そこで私たちのところでは、陣痛促進剤を使って陣痛誘発をはかります。日本で使われている陣痛促進剤には3種類あります。いずれも体内にもともと存在している陣痛を起こすホルモンです。

やむなく陣痛促進剤を使うとき、その目標はいかに自然陣痛に近いプロセスでお産を進めるか、です。なぜなら、繰り返しになりますが、自然な陣痛は無理をしないからです。薬を使って、さっさと産ませようとする姿勢は危険で、事故につながります。

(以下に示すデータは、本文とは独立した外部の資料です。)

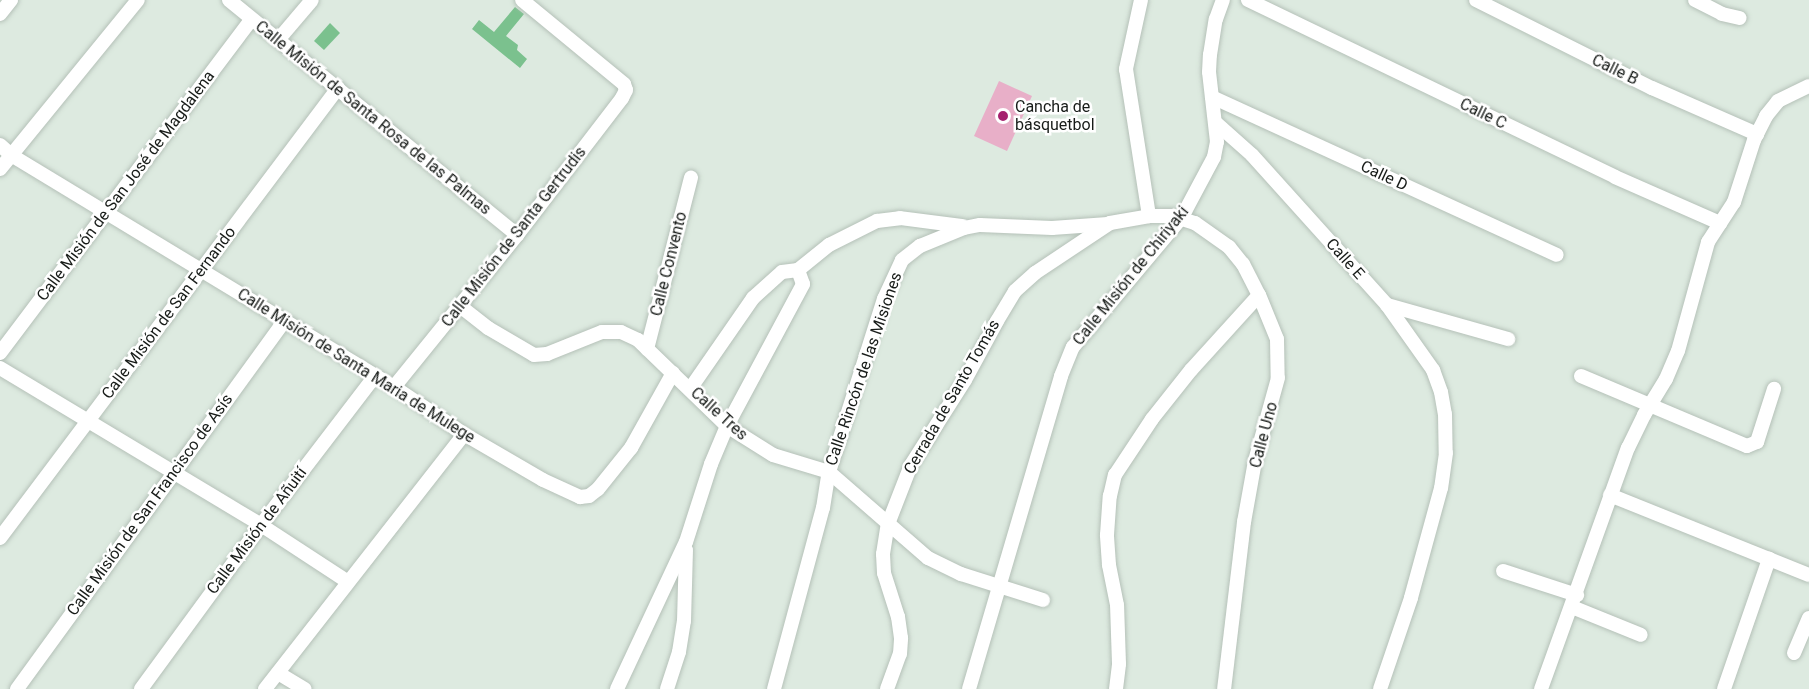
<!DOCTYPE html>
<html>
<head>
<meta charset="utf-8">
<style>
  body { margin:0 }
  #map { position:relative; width:1809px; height:689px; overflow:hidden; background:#ddeae0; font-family:Roboto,sans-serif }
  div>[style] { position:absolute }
  .green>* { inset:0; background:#e8afc8 }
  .building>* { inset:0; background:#7bc18e }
  .roads { filter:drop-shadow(0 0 2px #b5c1b8) drop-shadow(0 0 2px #b5c1b8) }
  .street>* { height:14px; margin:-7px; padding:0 7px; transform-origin:7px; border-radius:7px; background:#fff }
  .dots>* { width:16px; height:16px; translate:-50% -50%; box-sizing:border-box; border:3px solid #fff; border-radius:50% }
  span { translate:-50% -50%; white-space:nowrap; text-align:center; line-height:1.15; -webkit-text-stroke:5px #fff; paint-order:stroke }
  .street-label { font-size:16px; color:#171b18 }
  .poi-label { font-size:16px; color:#171b18 }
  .left { translate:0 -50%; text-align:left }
</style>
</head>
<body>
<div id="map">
  <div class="green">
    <div style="clip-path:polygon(999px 81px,1032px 96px,1007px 151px,974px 136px)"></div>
  </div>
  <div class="building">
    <div style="clip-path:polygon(515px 7px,524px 14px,506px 36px,518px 45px,517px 50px,527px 59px,520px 68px,472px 29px,479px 20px,494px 32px)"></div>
    <div style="clip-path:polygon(330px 23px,340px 33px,324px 50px,314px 41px)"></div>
  </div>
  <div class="roads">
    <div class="street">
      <div style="left:229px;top:0;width:372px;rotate:39.2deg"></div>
      <div style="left:1141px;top:0;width:71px;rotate:102.3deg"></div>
      <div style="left:1126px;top:69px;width:149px;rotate:81.1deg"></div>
      <div style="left:1248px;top:0;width:407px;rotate:25.7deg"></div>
      <div style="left:1615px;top:177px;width:115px;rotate:23.7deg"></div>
      <div style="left:1476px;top:0;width:197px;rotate:26.6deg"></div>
      <div style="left:1652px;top:88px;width:115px;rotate:23.7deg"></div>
      <div style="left:1695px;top:0;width:30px;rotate:27deg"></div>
      <div style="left:1722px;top:14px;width:18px;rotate:13deg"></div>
      <div style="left:0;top:14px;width:18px;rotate:-52deg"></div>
      <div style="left:278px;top:40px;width:52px;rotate:-49.6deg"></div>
      <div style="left:1212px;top:97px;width:379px;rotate:24.6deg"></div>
      <div style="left:1216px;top:123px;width:48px;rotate:41.6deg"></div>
      <div style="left:1252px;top:155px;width:202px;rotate:48deg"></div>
      <div style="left:1387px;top:305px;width:80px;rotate:54.7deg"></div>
      <div style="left:1433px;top:370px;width:23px;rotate:70deg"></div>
      <div style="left:1441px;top:392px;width:22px;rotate:80deg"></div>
      <div style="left:1445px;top:414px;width:39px;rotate:89deg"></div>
      <div style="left:1446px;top:453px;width:35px;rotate:98deg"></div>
      <div style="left:1441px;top:488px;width:114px;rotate:105.3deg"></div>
      <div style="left:1411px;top:598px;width:96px;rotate:108.8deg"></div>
      <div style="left:0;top:145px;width:15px;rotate:42deg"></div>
      <div style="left:11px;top:155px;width:448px;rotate:31.2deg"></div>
      <div style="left:394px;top:387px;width:84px;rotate:33.9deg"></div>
      <div style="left:464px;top:434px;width:91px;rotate:30.2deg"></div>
      <div style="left:543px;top:480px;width:41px;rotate:24.7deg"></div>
      <div style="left:580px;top:497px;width:9px;rotate:-6deg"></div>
      <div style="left:589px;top:496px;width:11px;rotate:-38deg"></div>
      <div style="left:598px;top:489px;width:53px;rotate:-51.2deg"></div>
      <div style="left:631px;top:448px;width:86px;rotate:-60.8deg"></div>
      <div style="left:0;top:169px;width:218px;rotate:-50.8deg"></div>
      <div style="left:1387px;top:305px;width:126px;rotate:15.7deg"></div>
      <div style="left:460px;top:306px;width:36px;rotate:38deg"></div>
      <div style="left:488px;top:328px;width:53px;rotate:30.4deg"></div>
      <div style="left:534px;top:355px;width:13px;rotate:-4deg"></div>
      <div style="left:547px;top:354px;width:59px;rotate:-21.8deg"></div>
      <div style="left:602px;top:332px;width:19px"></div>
      <div style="left:621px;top:332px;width:19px;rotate:25deg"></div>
      <div style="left:638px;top:340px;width:124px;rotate:44deg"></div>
      <div style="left:727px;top:426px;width:54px;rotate:32.2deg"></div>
      <div style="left:773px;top:455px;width:59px;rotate:16.9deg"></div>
      <div style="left:829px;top:472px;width:131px;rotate:41deg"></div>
      <div style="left:928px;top:558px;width:37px;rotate:26deg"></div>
      <div style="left:961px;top:574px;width:86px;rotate:17.6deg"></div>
      <div style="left:647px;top:349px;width:177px;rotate:-75.6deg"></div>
      <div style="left:0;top:353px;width:418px;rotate:-53deg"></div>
      <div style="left:0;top:368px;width:305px;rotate:31deg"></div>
      <div style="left:261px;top:525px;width:104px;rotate:33.2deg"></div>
      <div style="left:1581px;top:376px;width:180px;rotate:22.9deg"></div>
      <div style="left:1747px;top:446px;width:11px;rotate:-22deg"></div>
      <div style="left:1757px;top:442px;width:56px;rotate:-72.2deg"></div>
      <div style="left:394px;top:387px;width:196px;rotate:-51deg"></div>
      <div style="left:517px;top:235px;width:173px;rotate:-52.5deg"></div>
      <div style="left:622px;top:98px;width:9px;rotate:-63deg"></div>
      <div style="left:626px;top:90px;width:6px;rotate:-108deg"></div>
      <div style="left:624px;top:84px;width:132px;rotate:-140.5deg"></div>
      <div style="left:690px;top:389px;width:111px;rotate:-55.3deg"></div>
      <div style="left:753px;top:298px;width:39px;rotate:-42deg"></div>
      <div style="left:782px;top:272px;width:16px;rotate:-7deg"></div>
      <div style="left:798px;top:270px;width:40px;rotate:-39deg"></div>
      <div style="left:829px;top:245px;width:54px;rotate:-26.6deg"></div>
      <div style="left:877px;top:221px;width:23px;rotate:-7deg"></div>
      <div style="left:900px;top:218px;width:63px;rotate:7.4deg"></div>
      <div style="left:1610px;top:495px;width:214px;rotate:21.9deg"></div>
      <div style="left:0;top:538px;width:563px;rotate:-53.09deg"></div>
      <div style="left:1503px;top:571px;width:78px;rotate:18deg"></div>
      <div style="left:1572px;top:607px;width:74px;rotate:22.1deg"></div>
      <div style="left:1794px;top:653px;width:38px;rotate:-67deg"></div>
      <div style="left:278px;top:673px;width:31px;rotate:31deg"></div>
      <div style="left:17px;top:689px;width:455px;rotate:-54deg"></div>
      <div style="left:141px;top:689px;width:203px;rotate:-53.8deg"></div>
      <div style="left:261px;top:525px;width:188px;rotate:-52.6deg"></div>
      <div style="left:265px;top:689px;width:323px;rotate:-52deg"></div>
      <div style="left:617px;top:689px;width:162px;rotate:-64.9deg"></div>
      <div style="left:686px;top:542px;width:82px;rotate:-72.2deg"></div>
      <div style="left:711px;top:464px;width:41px;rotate:-67.2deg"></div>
      <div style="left:727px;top:426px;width:161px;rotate:-61.8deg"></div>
      <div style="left:803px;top:284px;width:15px;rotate:-110deg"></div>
      <div style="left:667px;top:689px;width:39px;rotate:-72deg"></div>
      <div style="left:679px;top:652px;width:31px;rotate:-81deg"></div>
      <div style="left:684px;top:621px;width:71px;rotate:-88.4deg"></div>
      <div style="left:774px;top:689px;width:188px;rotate:-74.9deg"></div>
      <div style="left:823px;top:508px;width:36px;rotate:-81deg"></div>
      <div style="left:829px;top:472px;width:182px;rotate:-72.4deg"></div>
      <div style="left:884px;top:299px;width:43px;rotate:-65.2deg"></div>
      <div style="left:902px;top:260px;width:23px;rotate:-38deg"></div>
      <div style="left:920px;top:246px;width:48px;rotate:-22.2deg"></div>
      <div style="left:964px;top:228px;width:16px;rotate:-11deg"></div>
      <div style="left:980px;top:225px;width:72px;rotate:2.4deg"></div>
      <div style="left:1052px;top:228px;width:56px;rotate:-4.1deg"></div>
      <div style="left:887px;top:689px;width:37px;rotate:-70deg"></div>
      <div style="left:900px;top:654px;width:16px;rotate:-86deg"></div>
      <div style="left:901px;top:638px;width:21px;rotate:-98deg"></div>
      <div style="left:898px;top:617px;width:46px;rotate:-107.7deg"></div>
      <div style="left:884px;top:573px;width:19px;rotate:-93deg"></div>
      <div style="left:883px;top:554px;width:30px;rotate:-81deg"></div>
      <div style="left:888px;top:524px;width:63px;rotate:-68.7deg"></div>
      <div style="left:911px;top:465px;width:101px;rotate:-57.6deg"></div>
      <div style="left:965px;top:380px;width:67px;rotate:-61.5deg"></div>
      <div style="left:997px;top:321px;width:35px;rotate:-59deg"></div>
      <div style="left:1015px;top:291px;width:27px;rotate:-42deg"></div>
      <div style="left:1035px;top:273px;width:90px;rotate:-33.7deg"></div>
      <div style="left:1110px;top:223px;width:40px;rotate:-10deg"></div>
      <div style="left:1149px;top:216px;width:24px"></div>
      <div style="left:1173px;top:216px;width:23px;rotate:18deg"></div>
      <div style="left:1195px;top:223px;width:42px;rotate:35.2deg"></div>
      <div style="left:1229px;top:247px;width:22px;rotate:51deg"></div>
      <div style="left:1243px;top:264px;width:35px;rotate:63deg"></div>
      <div style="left:1259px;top:295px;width:48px;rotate:67.8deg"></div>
      <div style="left:1277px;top:339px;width:39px;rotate:89deg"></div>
      <div style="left:1278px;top:378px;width:86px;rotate:105.5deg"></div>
      <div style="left:1255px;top:461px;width:62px;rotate:100.2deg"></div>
      <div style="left:1244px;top:522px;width:168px;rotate:96.8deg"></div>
      <div style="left:969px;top:689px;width:326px;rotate:-73.6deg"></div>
      <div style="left:1061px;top:376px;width:31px;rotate:-68deg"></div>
      <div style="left:1073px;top:347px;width:170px;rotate:-50deg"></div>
      <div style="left:1182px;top:217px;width:68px;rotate:-61.9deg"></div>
      <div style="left:1214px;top:157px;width:15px;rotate:-79deg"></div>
      <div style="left:1217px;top:142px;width:70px;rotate:-96.5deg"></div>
      <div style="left:1209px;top:72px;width:17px;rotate:-87deg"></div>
      <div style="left:1210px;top:55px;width:36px;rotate:-81deg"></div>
      <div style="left:1216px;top:19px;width:20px;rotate:-70deg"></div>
      <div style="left:1116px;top:689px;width:25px;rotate:-83deg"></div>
      <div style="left:1119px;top:664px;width:59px;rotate:-91.9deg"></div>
      <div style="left:1117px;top:605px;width:41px;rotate:-101.3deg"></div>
      <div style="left:1109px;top:565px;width:30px;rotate:-94deg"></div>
      <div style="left:1107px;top:535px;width:39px;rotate:-86deg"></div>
      <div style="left:1110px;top:496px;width:22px;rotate:-77deg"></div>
      <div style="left:1115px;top:475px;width:67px;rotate:-56.5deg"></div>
      <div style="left:1152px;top:419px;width:63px;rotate:-51.5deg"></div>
      <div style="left:1191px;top:370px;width:101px;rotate:-47.8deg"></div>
      <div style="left:1541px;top:689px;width:256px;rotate:-70.2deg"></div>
      <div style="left:1628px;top:448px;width:37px;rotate:-64deg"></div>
      <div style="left:1644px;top:415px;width:42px;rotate:-58.6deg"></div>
      <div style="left:1666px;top:379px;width:30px;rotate:-67deg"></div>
      <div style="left:1678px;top:351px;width:113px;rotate:-74.6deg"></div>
      <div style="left:1708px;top:242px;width:48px;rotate:-57deg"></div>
      <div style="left:1734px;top:202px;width:65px;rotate:-72.1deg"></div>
      <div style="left:1754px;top:140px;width:27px;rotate:-63deg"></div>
      <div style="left:1766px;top:116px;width:19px;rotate:-51deg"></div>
      <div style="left:1778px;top:101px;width:34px;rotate:-26deg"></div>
      <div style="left:1724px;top:689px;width:138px;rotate:-70.9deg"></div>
    </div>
  </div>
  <div class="dots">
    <div style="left:1003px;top:116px;background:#a5216e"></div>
  </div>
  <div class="street-label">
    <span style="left:1615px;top:70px;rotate:26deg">Calle B</span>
    <span style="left:1483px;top:114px;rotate:26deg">Calle C</span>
    <span style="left:373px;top:118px;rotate:39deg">Calle Misión de Santa Rosa de las Palmas</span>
    <span style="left:1384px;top:176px;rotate:25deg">Calle D</span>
    <span style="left:126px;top:186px;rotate:-53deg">Calle Misión de San José de Magdalena</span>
    <span style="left:514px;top:237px;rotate:-52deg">Calle Misión de Santa Gertrudis</span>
    <span style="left:1345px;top:259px;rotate:48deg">Calle E</span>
    <span style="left:669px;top:264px;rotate:-76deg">Calle Convento</span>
    <span style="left:1131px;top:276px;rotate:-51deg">Calle Misión de Chiriyaki</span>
    <span style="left:169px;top:313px;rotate:-53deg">Calle Misión de San Fernando</span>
    <span style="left:356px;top:366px;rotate:32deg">Calle Misión de Santa Maria de Mulege</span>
    <span style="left:864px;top:369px;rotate:-71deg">Calle Rincón de las Misiones</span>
    <span style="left:952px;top:397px;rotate:-60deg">Cerrada de Santo Tomás</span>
    <span style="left:719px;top:414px;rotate:42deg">Calle Tres</span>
    <span style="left:1264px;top:435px;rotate:-75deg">Calle Uno</span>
    <span style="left:150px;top:505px;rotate:-54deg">Calle Misión de San Francisco de Asís</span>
    <span style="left:257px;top:531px;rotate:-53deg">Calle Misión de Añuití</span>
  </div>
  <div class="poi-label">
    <span class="left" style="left:1015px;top:116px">Cancha de<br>básquetbol</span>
  </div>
</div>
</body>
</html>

私たちのところでは、前期破水のため誘発をはかる場合、破水後2日目以降、まず、プロスタグランディンの飲み薬を飲んでもらったり、点滴したりします。

プロスタグランディンの飲み薬は、1時間ごとに1錠ずつ、計6錠まで飲んでいいことになっています。けれども私は2時間ごとに計3錠程度飲んでもらって「おしまい」にします。なぜなら、飲み薬は急に強く効き、強すぎる陣痛(これを過強陣痛といいます)を起こすことがあります。その結果、胎盤の血行が悪化し、赤ちゃんの状態が悪くなります。そんなとき、飲んでしまった薬を吐き出すわけにもいかず、場合によっては緊急帝王切開などの急速遂娩が必要になります。そのくせ効き方に個人差もあり、飲み薬だけではお産を終えられるほどの順調な陣痛を起こすことは難しいのです。